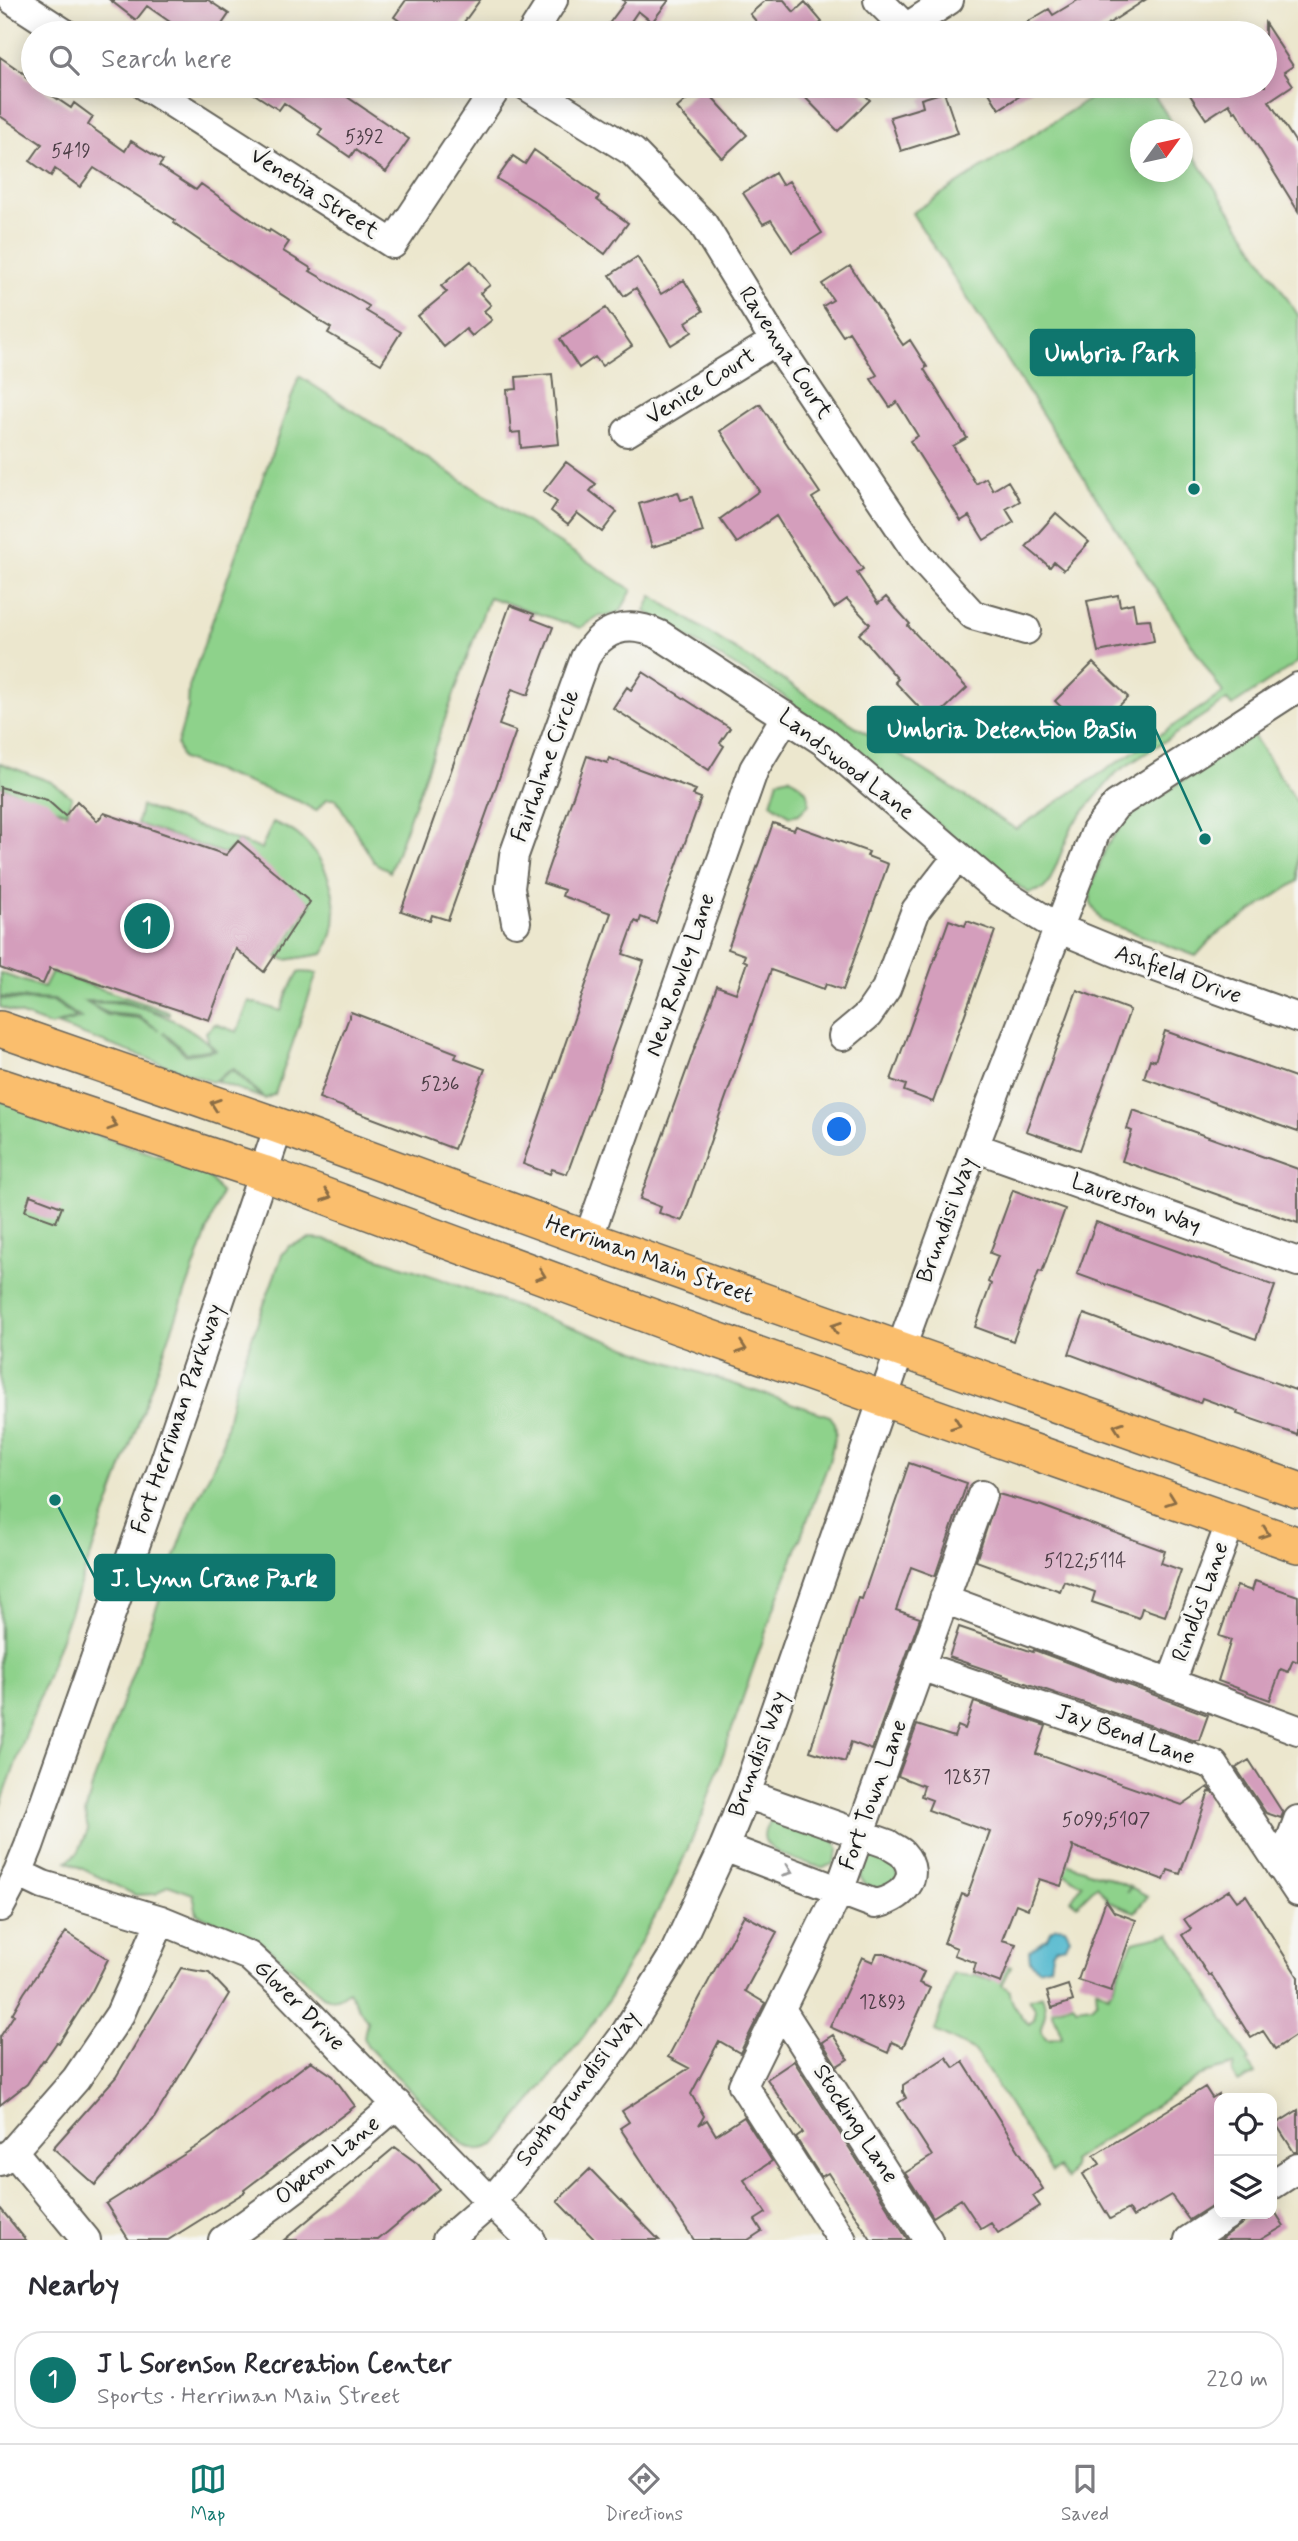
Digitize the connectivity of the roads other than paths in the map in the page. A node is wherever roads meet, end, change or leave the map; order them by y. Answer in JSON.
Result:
{"nodes":[{"id":1,"x":13,"y":0,"type":"edge"},
{"id":2,"x":553,"y":0,"type":"edge"},
{"id":3,"x":878,"y":0,"type":"edge"},
{"id":4,"x":949,"y":0,"type":"edge"},
{"id":5,"x":45,"y":21,"type":"edge"},
{"id":6,"x":539,"y":21,"type":"edge"},
{"id":7,"x":899,"y":21,"type":"edge"},
{"id":8,"x":917,"y":21,"type":"edge"},
{"id":9,"x":165,"y":98,"type":"edge"},
{"id":10,"x":490,"y":98,"type":"edge"},
{"id":11,"x":546,"y":98,"type":"edge"},
{"id":12,"x":775,"y":341,"type":"junction"},
{"id":13,"x":627,"y":432,"type":"dead end"},
{"id":14,"x":620,"y":628,"type":"joint"},
{"id":15,"x":1026,"y":630,"type":"dead end"},
{"id":16,"x":1298,"y":687,"type":"edge"},
{"id":17,"x":786,"y":716,"type":"junction"},
{"id":18,"x":958,"y":856,"type":"junction"},
{"id":19,"x":516,"y":922,"type":"dead end"},
{"id":20,"x":1060,"y":929,"type":"junction"},
{"id":21,"x":1298,"y":1018,"type":"edge"},
{"id":22,"x":0,"y":1029,"type":"edge"},
{"id":23,"x":843,"y":1036,"type":"dead end"},
{"id":24,"x":0,"y":1086,"type":"edge"},
{"id":25,"x":279,"y":1126,"type":"junction"},
{"id":26,"x":974,"y":1147,"type":"junction"},
{"id":27,"x":263,"y":1173,"type":"junction"},
{"id":28,"x":588,"y":1239,"type":"junction"},
{"id":29,"x":1298,"y":1262,"type":"edge"},
{"id":30,"x":900,"y":1350,"type":"junction"},
{"id":31,"x":883,"y":1398,"type":"junction"},
{"id":32,"x":1298,"y":1490,"type":"edge"},
{"id":33,"x":982,"y":1495,"type":"dead end"},
{"id":34,"x":1231,"y":1521,"type":"junction"},
{"id":35,"x":1298,"y":1545,"type":"edge"},
{"id":36,"x":944,"y":1599,"type":"junction"},
{"id":37,"x":920,"y":1666,"type":"junction"},
{"id":38,"x":1171,"y":1683,"type":"junction"},
{"id":39,"x":1298,"y":1730,"type":"edge"},
{"id":40,"x":746,"y":1794,"type":"junction"},
{"id":41,"x":1298,"y":1820,"type":"edge"},
{"id":42,"x":860,"y":1835,"type":"junction"},
{"id":43,"x":724,"y":1846,"type":"junction"},
{"id":44,"x":1281,"y":1867,"type":"junction"},
{"id":45,"x":18,"y":1873,"type":"junction"},
{"id":46,"x":839,"y":1891,"type":"junction"},
{"id":47,"x":1298,"y":1892,"type":"edge"},
{"id":48,"x":0,"y":1907,"type":"edge"},
{"id":49,"x":161,"y":1920,"type":"junction"},
{"id":50,"x":781,"y":2009,"type":"junction"},
{"id":51,"x":397,"y":2104,"type":"junction"},
{"id":52,"x":6,"y":2156,"type":"edge"},
{"id":53,"x":1298,"y":2168,"type":"edge"},
{"id":54,"x":1277,"y":2182,"type":"edge"},
{"id":55,"x":491,"y":2202,"type":"junction"},
{"id":56,"x":1221,"y":2219,"type":"edge"},
{"id":57,"x":86,"y":2240,"type":"edge"},
{"id":58,"x":223,"y":2240,"type":"edge"},
{"id":59,"x":447,"y":2240,"type":"edge"},
{"id":60,"x":531,"y":2240,"type":"edge"},
{"id":61,"x":842,"y":2240,"type":"edge"},
{"id":62,"x":928,"y":2240,"type":"edge"},
{"id":63,"x":1189,"y":2240,"type":"edge"}],
"edges":[{"from":1,"to":5,"type":"street"},
{"from":2,"to":6,"type":"street"},
{"from":3,"to":7,"type":"street"},
{"from":4,"to":8,"type":"street"},
{"from":9,"to":10,"type":"street","name":"Venetia Street"},
{"from":11,"to":12,"type":"street","name":"Ravenna Court"},
{"from":12,"to":13,"type":"street","name":"Venice Court"},
{"from":12,"to":15,"type":"street","name":"Ravenna Court"},
{"from":14,"to":17,"type":"street","name":"Landswood Lane"},
{"from":14,"to":19,"type":"street","name":"Fairholme Circle"},
{"from":16,"to":20,"type":"street","name":"Brundisi Way"},
{"from":17,"to":18,"type":"street","name":"Landswood Lane"},
{"from":17,"to":28,"type":"street","name":"New Rowley Lane"},
{"from":18,"to":20,"type":"street","name":"Landswood Lane"},
{"from":18,"to":23,"type":"street"},
{"from":20,"to":21,"type":"street","name":"Ashfield Drive"},
{"from":20,"to":26,"type":"street","name":"Brundisi Way"},
{"from":25,"to":22,"type":"main road","name":"Herriman Main Street","one_way":true},
{"from":24,"to":27,"type":"main road","one_way":true},
{"from":25,"to":27,"type":"street","name":"Fort Herriman Parkway"},
{"from":25,"to":28,"type":"main road","name":"Herriman Main Street"},
{"from":26,"to":29,"type":"street","name":"Laureston Way"},
{"from":26,"to":30,"type":"street","name":"Brundisi Way"},
{"from":27,"to":31,"type":"main road","one_way":true},
{"from":27,"to":45,"type":"street","name":"Fort Herriman Parkway"},
{"from":30,"to":28,"type":"main road","name":"Herriman Main Street","one_way":true},
{"from":30,"to":31,"type":"street","name":"Brundisi Way"},
{"from":32,"to":30,"type":"main road","name":"Herriman Main Street","one_way":true},
{"from":31,"to":34,"type":"main road","one_way":true},
{"from":31,"to":40,"type":"street","name":"Brundisi Way"},
{"from":33,"to":36,"type":"street","name":"Fort Town Lane"},
{"from":34,"to":35,"type":"main road","one_way":true},
{"from":34,"to":38,"type":"street","name":"Rindlis Lane"},
{"from":36,"to":37,"type":"street","name":"Fort Town Lane"},
{"from":36,"to":38,"type":"street"},
{"from":37,"to":42,"type":"street","name":"Fort Town Lane"},
{"from":37,"to":44,"type":"street","name":"Jay Bend Lane"},
{"from":38,"to":39,"type":"street"},
{"from":40,"to":42,"type":"street"},
{"from":40,"to":43,"type":"street","name":"Brundisi Way"},
{"from":41,"to":44,"type":"street"},
{"from":42,"to":46,"type":"street","name":"Fort Town Lane"},
{"from":42,"to":46,"type":"street"},
{"from":43,"to":46,"type":"street","one_way":true},
{"from":43,"to":55,"type":"street","name":"South Brundisi Way"},
{"from":44,"to":47,"type":"street","name":"Jay Bend Lane"},
{"from":45,"to":48,"type":"street","name":"Fort Herriman Parkway"},
{"from":45,"to":49,"type":"street","name":"Glover Drive"},
{"from":46,"to":50,"type":"street","name":"Fort Town Lane"},
{"from":49,"to":51,"type":"street","name":"Glover Drive"},
{"from":49,"to":52,"type":"street"},
{"from":50,"to":61,"type":"street","name":"Fort Town Lane"},
{"from":50,"to":62,"type":"street","name":"Stocking Lane"},
{"from":51,"to":55,"type":"street","name":"Glover Drive"},
{"from":51,"to":58,"type":"street","name":"Oberon Lane"},
{"from":52,"to":57,"type":"street"},
{"from":53,"to":54,"type":"street"},
{"from":55,"to":59,"type":"street","name":"South Brundisi Way"},
{"from":55,"to":60,"type":"street","name":"Glover Drive"},
{"from":56,"to":63,"type":"street"}]}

BRIEF
Your answer must consist of every line in the listing that contains "Landswood".

EXERCISE SOLUTION
{"from":14,"to":17,"type":"street","name":"Landswood Lane"},
{"from":17,"to":18,"type":"street","name":"Landswood Lane"},
{"from":18,"to":20,"type":"street","name":"Landswood Lane"},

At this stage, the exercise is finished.